Mirando la situación real de nuestro mundo podemos observar gestos y compromisos por la justicia y por la paz. Al mismo tiempo vemos oscuros nubarrones de odio y de violencia brutal, que destruyen vidas humanas como si no tuvieran valor.
Nuestras sociedades se deben convertir en lugares donde el grito de los que sufren encuentre acogida y la escucha genere caminos de liberación, haciéndonos más dispuestos y comprometidos para contribuir a edificar la civilización del respeto y cuidado mutuos. Es necesario mantener despiertos el hambre y la sed de justicia, sustrayéndolos de la resignación, educarlos para que se conviertan en responsabilidad hacia el prójimo.
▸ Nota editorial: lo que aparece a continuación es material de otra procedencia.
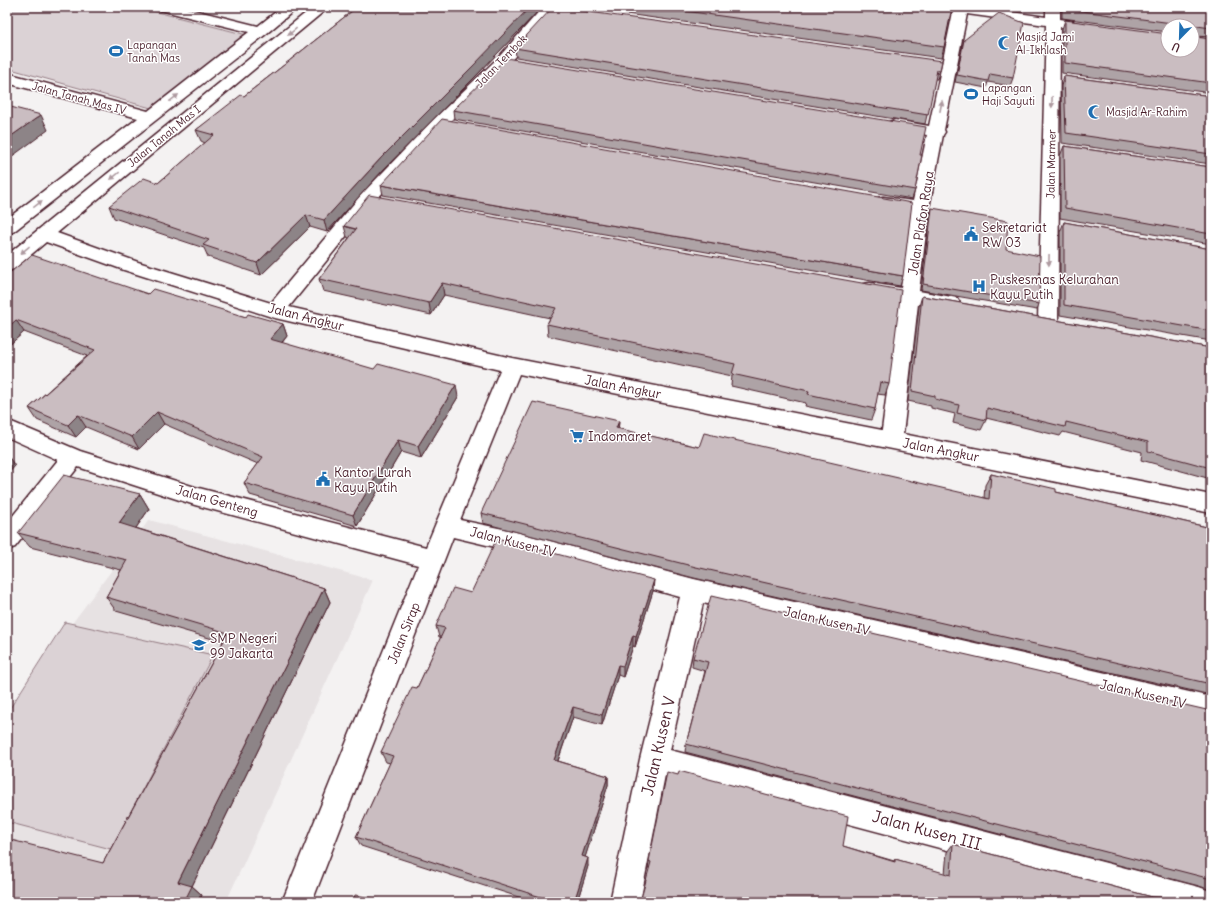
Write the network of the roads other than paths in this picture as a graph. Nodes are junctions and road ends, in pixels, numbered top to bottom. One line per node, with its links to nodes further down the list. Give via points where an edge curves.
1 (165, 7): 8 (street)
2 (291, 7): 8 (street, Jalan Tanah Mas I)
3 (322, 7): 18 (street, Jalan Tanah Mas I, one-way to 18)
4 (956, 8): 6 (street); 12 (street, Jalan Plafon Raya, one-way to 4, via 941,64)
5 (555, 9): 14 (street, Jalan Tembok, via 511,62)
6 (1053, 15): 7 (street); 24 (street, Jalan Marmer, one-way to 24, via 1060,79 1058,224)
7 (1084, 26)
8 (261, 30): 10 (street, Jalan Tanah Mas I, one-way to 8)
9 (7, 78): 10 (street, Jalan Tanah Mas IV)
10 (151, 116): 17 (street, Jalan Tanah Mas I, one-way to 10)
11 (881, 123): 12 (street)
12 (937, 132): 16 (street, Jalan Plafon Raya)
13 (866, 198): 16 (street)
14 (367, 199): 15 (street); 23 (street, Jalan Tembok)
15 (390, 203)
16 (920, 208): 21 (street, Jalan Plafon Raya)
17 (7, 228)
18 (44, 234): 19 (street, Jalan Tanah Mas I, one-way to 19); 23 (street, Jalan Angkur, via 130,266)
19 (7, 265)
20 (855, 286): 21 (street)
21 (910, 296): 22 (street); 27 (street, Jalan Plafon Raya)
22 (964, 306)
23 (275, 311): 25 (street, Jalan Angkur)
24 (1048, 321)
25 (512, 365): 27 (street, Jalan Angkur); 30 (street, Jalan Sirap)
26 (7, 428): 28 (street, Jalan Genteng)
27 (892, 440): 29 (street, Jalan Angkur)
28 (73, 457): 31 (street); 32 (street, Jalan Genteng, via 195,496)
29 (1211, 504)
30 (446, 526): 32 (street, Jalan Sirap); 33 (street, Jalan Kusen IV)
31 (7, 540)
32 (433, 559): 36 (street, Jalan Sirap)
33 (694, 590): 34 (street, Jalan Kusen IV); 35 (street, Jalan Kusen V)
34 (1211, 709)
35 (654, 759): 37 (street, Jalan Kusen V); 38 (street, Jalan Kusen III)
36 (297, 902)
37 (625, 902)
38 (1199, 902)

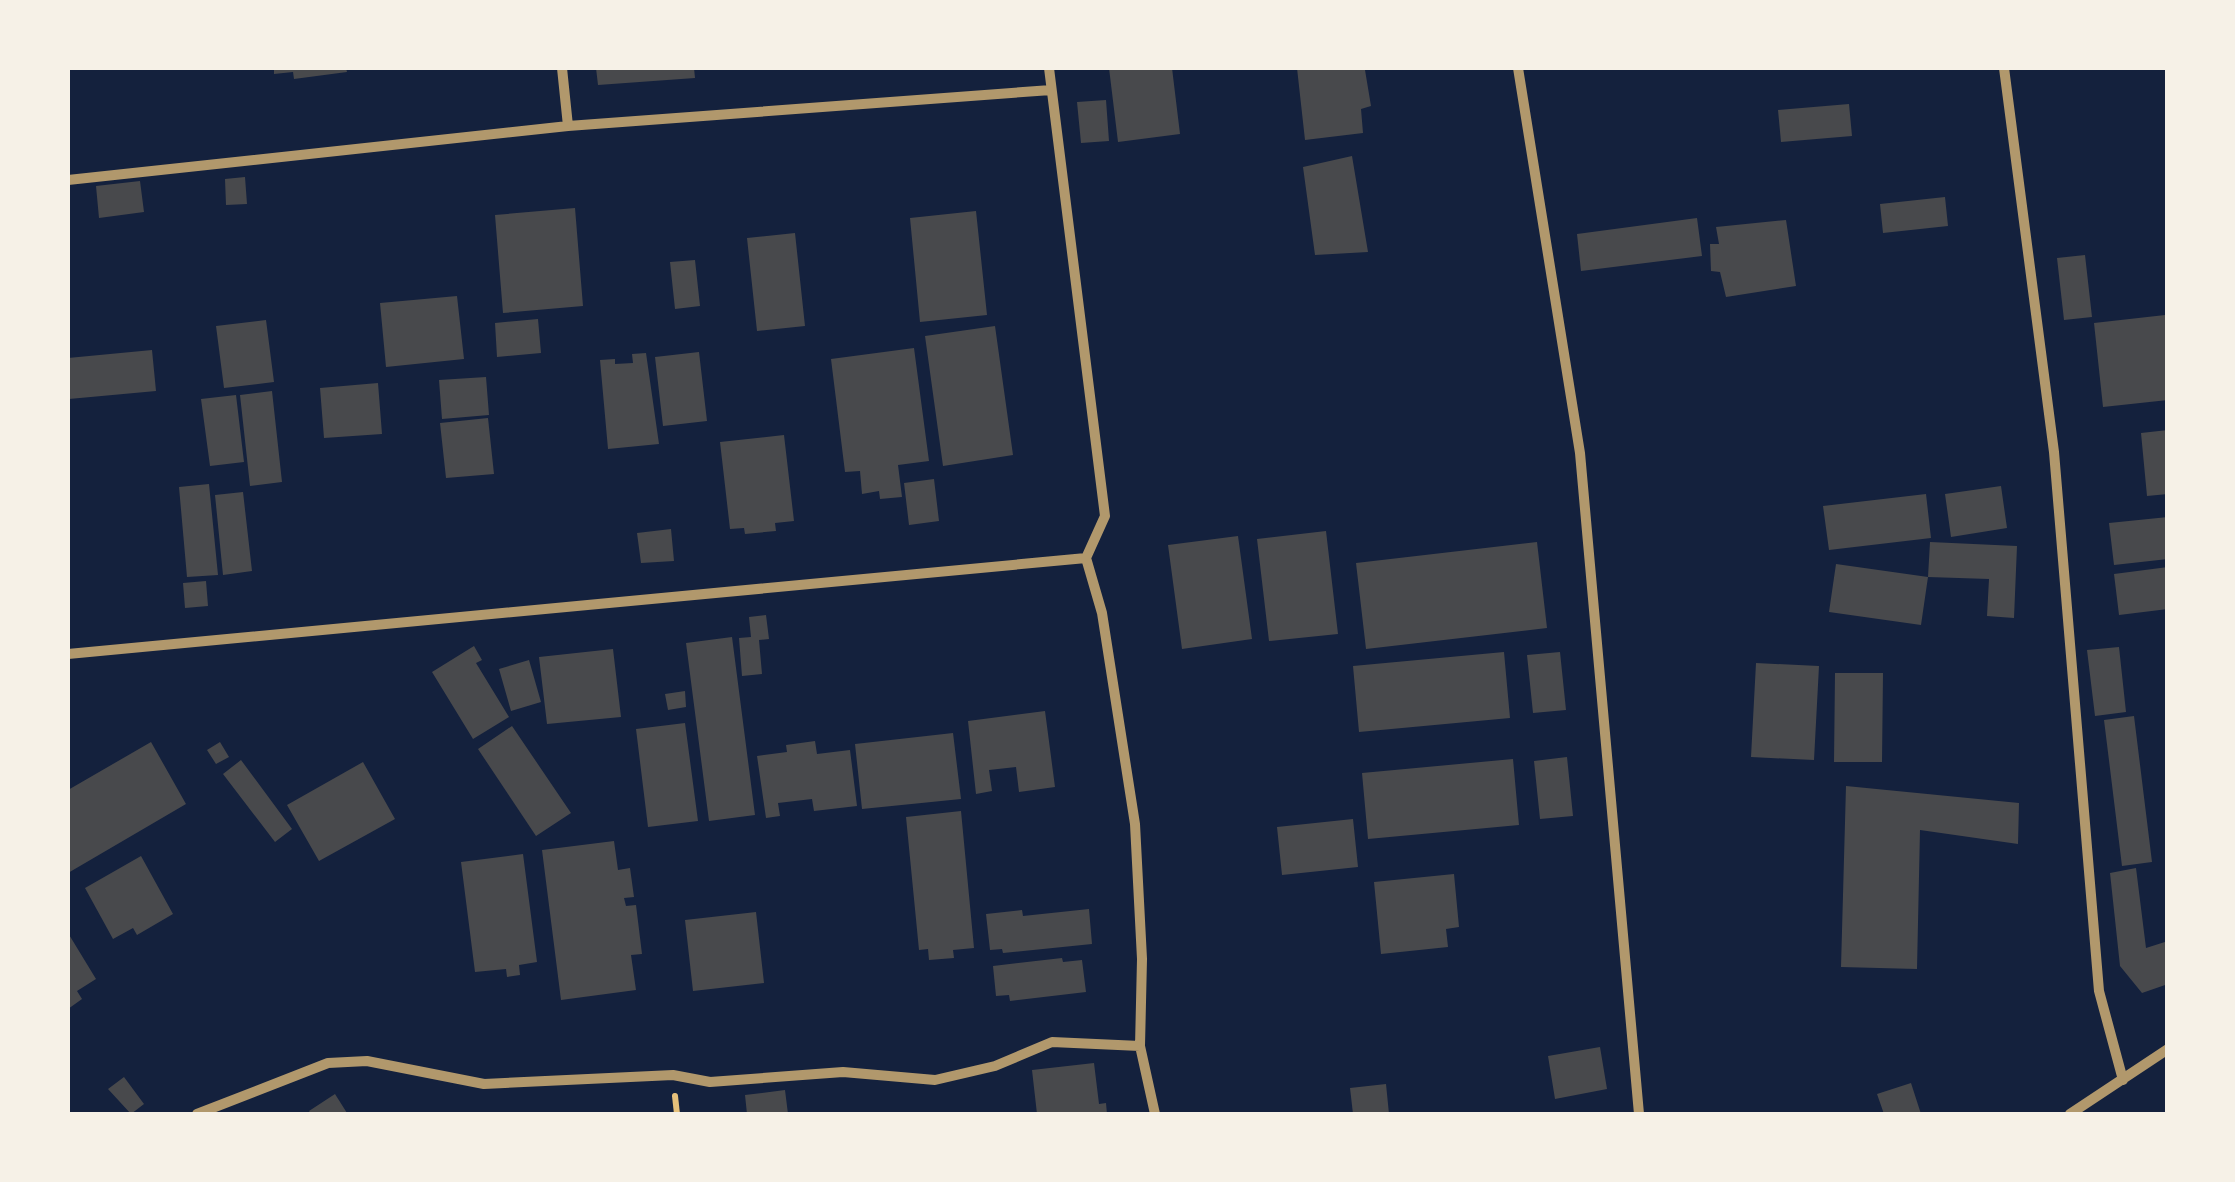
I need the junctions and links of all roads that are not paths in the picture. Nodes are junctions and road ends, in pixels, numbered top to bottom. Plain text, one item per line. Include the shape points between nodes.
1 (562, 68) edge
2 (1049, 68) edge
3 (1518, 68) edge
4 (2004, 68) edge
5 (1051, 90) junction
6 (568, 126) junction
7 (68, 180) edge
8 (1086, 558) junction
9 (68, 654) edge
10 (1140, 1046) junction
11 (2168, 1049) edge
12 (2123, 1080) junction
13 (197, 1114) edge
14 (1155, 1114) edge
15 (1639, 1114) edge
16 (2070, 1114) edge

1 - 6 street
2 - 5 street
3 - 15 street via 1580,453
4 - 12 street via 2054,452 2099,991
5 - 6 street
5 - 8 street via 1105,516
6 - 7 street
8 - 9 street
8 - 10 street via 1102,613 1136,824
10 - 13 street via 1052,1042 996,1066 935,1080 844,1072 710,1082 672,1075 484,1084 366,1061 328,1063
10 - 14 street
11 - 12 street
12 - 16 street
Cuando las necesidades compulsivas del ser humano por un mayor poder social y económico, por una mayor necesidad de protagonismo y por una ilimitada ambición de mayores posesiones se radicalizan, entonces se puede llegar a palabras y comportamientos que son destructivos, corruptos y hasta crueles hacia los demás. Entonces llegamos a una confrontación más o menos violenta y cruel entre varias sociedades y pueblos.
Esta ambición y arrogancia de muchos gobernantes de la actualidad, tanto en el hemisferio norte como en el hemisferio sur, nos solamente está destruyendo los recursos abundantes de nuestro planeta, sino que sigue masacrando las vidas de millones de personas, sobre todo de mujeres y menores, en África, Oriente Medio y en el hemisferio norte. Ya no hablamos solamente de genocidios, sino de una gradual deshumanización sin precedentes.
Si este odio, opresión y violencia brutal sigue aumentando, es todo causado por mentes y manos humanas. No podemos culpar a nadie, pues los responsables somos las personas de hoy por no saber usar responsablemente nuestra libertad y poner nuestros recursos al servicio de la dignidad humana y del bien común.
Si somos capaces de ser injustos y crueles, mucho más capaces somos de obrar con justicia, respeto mutuo y solidaridad. Estamos creados para amar y convivir como una gran familia humana.
Debemos respetar y promover los valores humanos y universales, que llevamos gravados en nuestro ser más profundo. Las sociedades humanas que saben convivir según esos valores humanos son una maravillosa realidad, como la hemos conocido en nuestros pueblos nativos de España, entre los pueblos africanos como Uganda y en los países asiáticos como Japón.
La calidad de la vida y de la convivencia humana no depende principalmente, de la cantidad de bienes, ni del poder social ni de la tecnología digital, ni de la IA, sino del respeto y seguimiento de la ciencia y de los valores humanos universales.